3.3. Слыхал я как-то, что один чудак надорвался, отыскивая образ гения современности, нерв ее и смысл. Дерзкий и по-своему грандиозный замысел. Надеюсь, все ж он узрел в конце пути величественную картину. Но притом напрасно он сузил поиск, забыв о звероликих божествах мудрейших народов, – ведь ему наверняка гений виделся лишь в человеческом облике. Отчего б не предположить, что просто любая кошка – гений, пусть не эпохи, а места? Один давно усопший мыслитель, еще гораздо тяжеловесней моего друга, притом не только востребованный, но и признанный едва ль не величайшим, как-то заметил, что кошки, не в пример человеку, понимают истинное качество вещей. Это ль не свойство гения? Нет, кажется, он говорил не о кошках, а вообще о зверях, но это неважно. Сам ведь он плохо себя понимал, часто заговаривался и себе противоречил, что названо диалектикой.
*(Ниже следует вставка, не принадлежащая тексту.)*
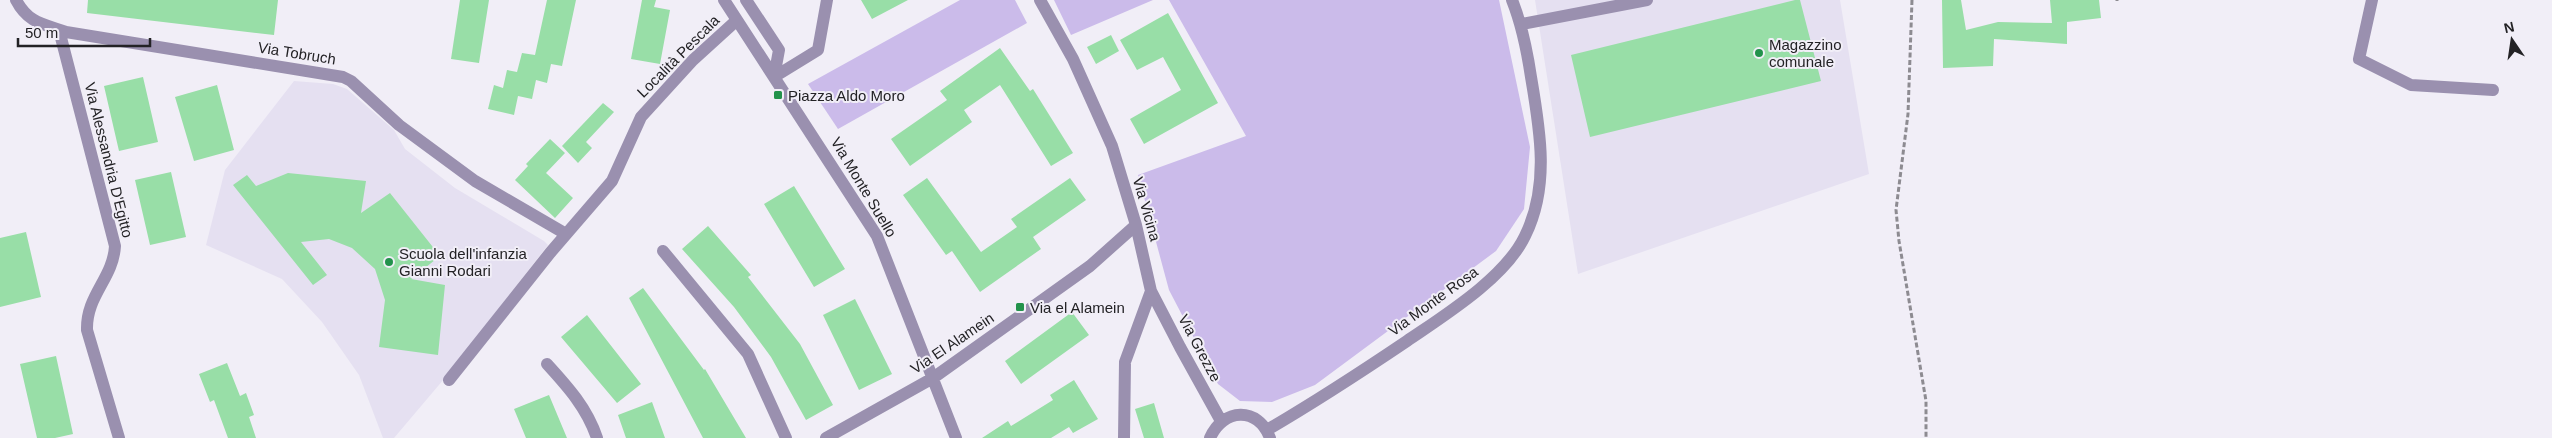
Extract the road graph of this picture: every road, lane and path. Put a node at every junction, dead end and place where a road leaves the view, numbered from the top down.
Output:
1 (16, 0) edge
2 (724, 0) edge
3 (746, 0) edge
4 (827, 0) edge
5 (1040, 0) edge
6 (1512, 0) edge
7 (1648, 0) edge
8 (1912, 0) edge
9 (2372, 0) edge
10 (737, 20) junction
11 (1522, 24) junction
12 (59, 30) junction
13 (774, 76) junction
14 (2494, 90) dead end
15 (1136, 225) junction
16 (566, 234) junction
17 (663, 251) dead end
18 (1151, 291) junction
19 (546, 364) dead end
20 (933, 378) junction
21 (449, 380) dead end
22 (1221, 421) junction
23 (1268, 434) edge
24 (119, 438) edge
25 (598, 438) edge
26 (786, 438) edge
27 (826, 438) edge
28 (956, 438) edge
29 (1124, 438) edge
30 (1210, 438) edge
31 (1926, 438) edge

1 - 12 street, Via Tobruch
2 - 10 street, Via Monte Suello
3 - 13 street
4 - 13 street
5 - 15 street, Via Vicina
6 - 11 street, Via Monte Rosa
7 - 11 street
8 - 31 path
9 - 14 street
10 - 13 street, Via Monte Suello
10 - 16 street, Località Pescala
11 - 23 street, Via Monte Rosa
12 - 16 street, Via Tobruch
12 - 24 street, Via Alessandria D'Egitto
13 - 20 street, Via Monte Suello
15 - 18 street, Via Vicina
15 - 20 street, Via El Alamein
16 - 21 street, Località Pescala
17 - 26 street
18 - 22 street, Via Grezze
18 - 29 street
19 - 25 street
20 - 27 street, Via El Alamein
20 - 28 street, Via Monte Suello
22 - 23 street
22 - 30 street

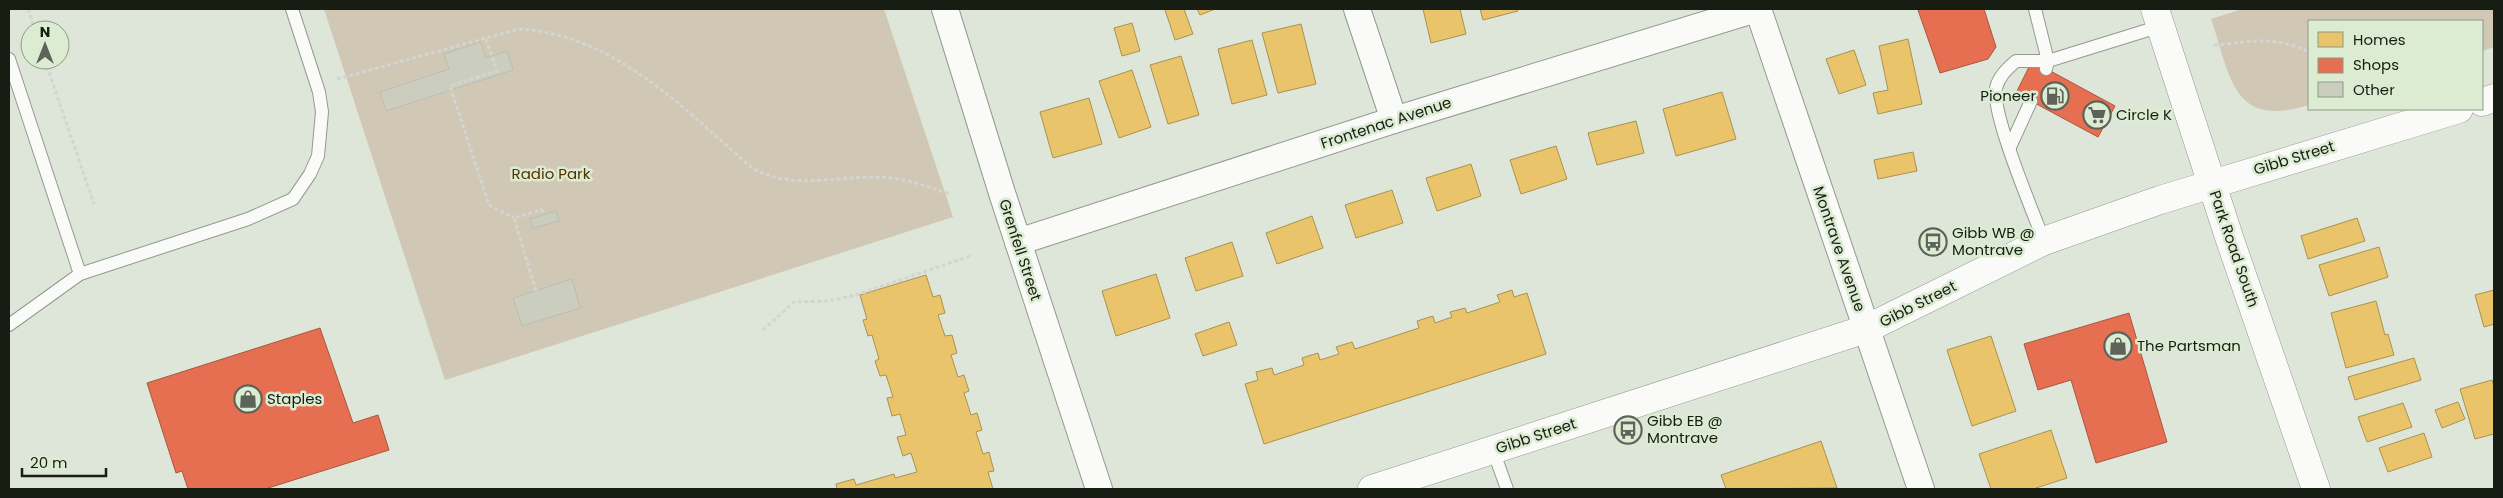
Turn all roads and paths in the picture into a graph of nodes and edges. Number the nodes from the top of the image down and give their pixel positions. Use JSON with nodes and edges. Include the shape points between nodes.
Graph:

Начал я с того, что постарался выучить кошачий язык. Наивность, конечно, дурацкая затея, но дело в том, что к языкам я необычайно способен. Кажется, единственный мой дар, почти не примененный в жизни. Всегда с иронией наблюдал мученья профанов, зубрящих словари и учебники. Я ж будто с рожденья владел прававилонским. Словно б вспархивал воображеньем на верхушку Вавилонской башни, созерцая оттуда разнообразные ландшафты языков, чужих, но мне и друг другу не чуждых. Они являлись мне в пейзажных образах: один мог видеться благодатной долиной, обрамленной горным кряжем, другой – скудной степью, раскинувшейся до горизонта; бывали и куда более сложные, витиеватые ландшафты. Сперва голые, как схема, они потом порастали, словно травой – то скудной, то буйной, – необходимыми словами, с их шелестящим гудом. Исподволь рождался гул языка иль, может, его зуденье. То бывало густым и бархатистым, дурно пронзительным, скупым, даже уродливым, стелющимся по земле иль взмывающим до небес. Увлеченный тем гулом, я начинал изрыгать иноземную речь, будто какой-нибудь святой праведник. Прости меня, Господи, за кощунство.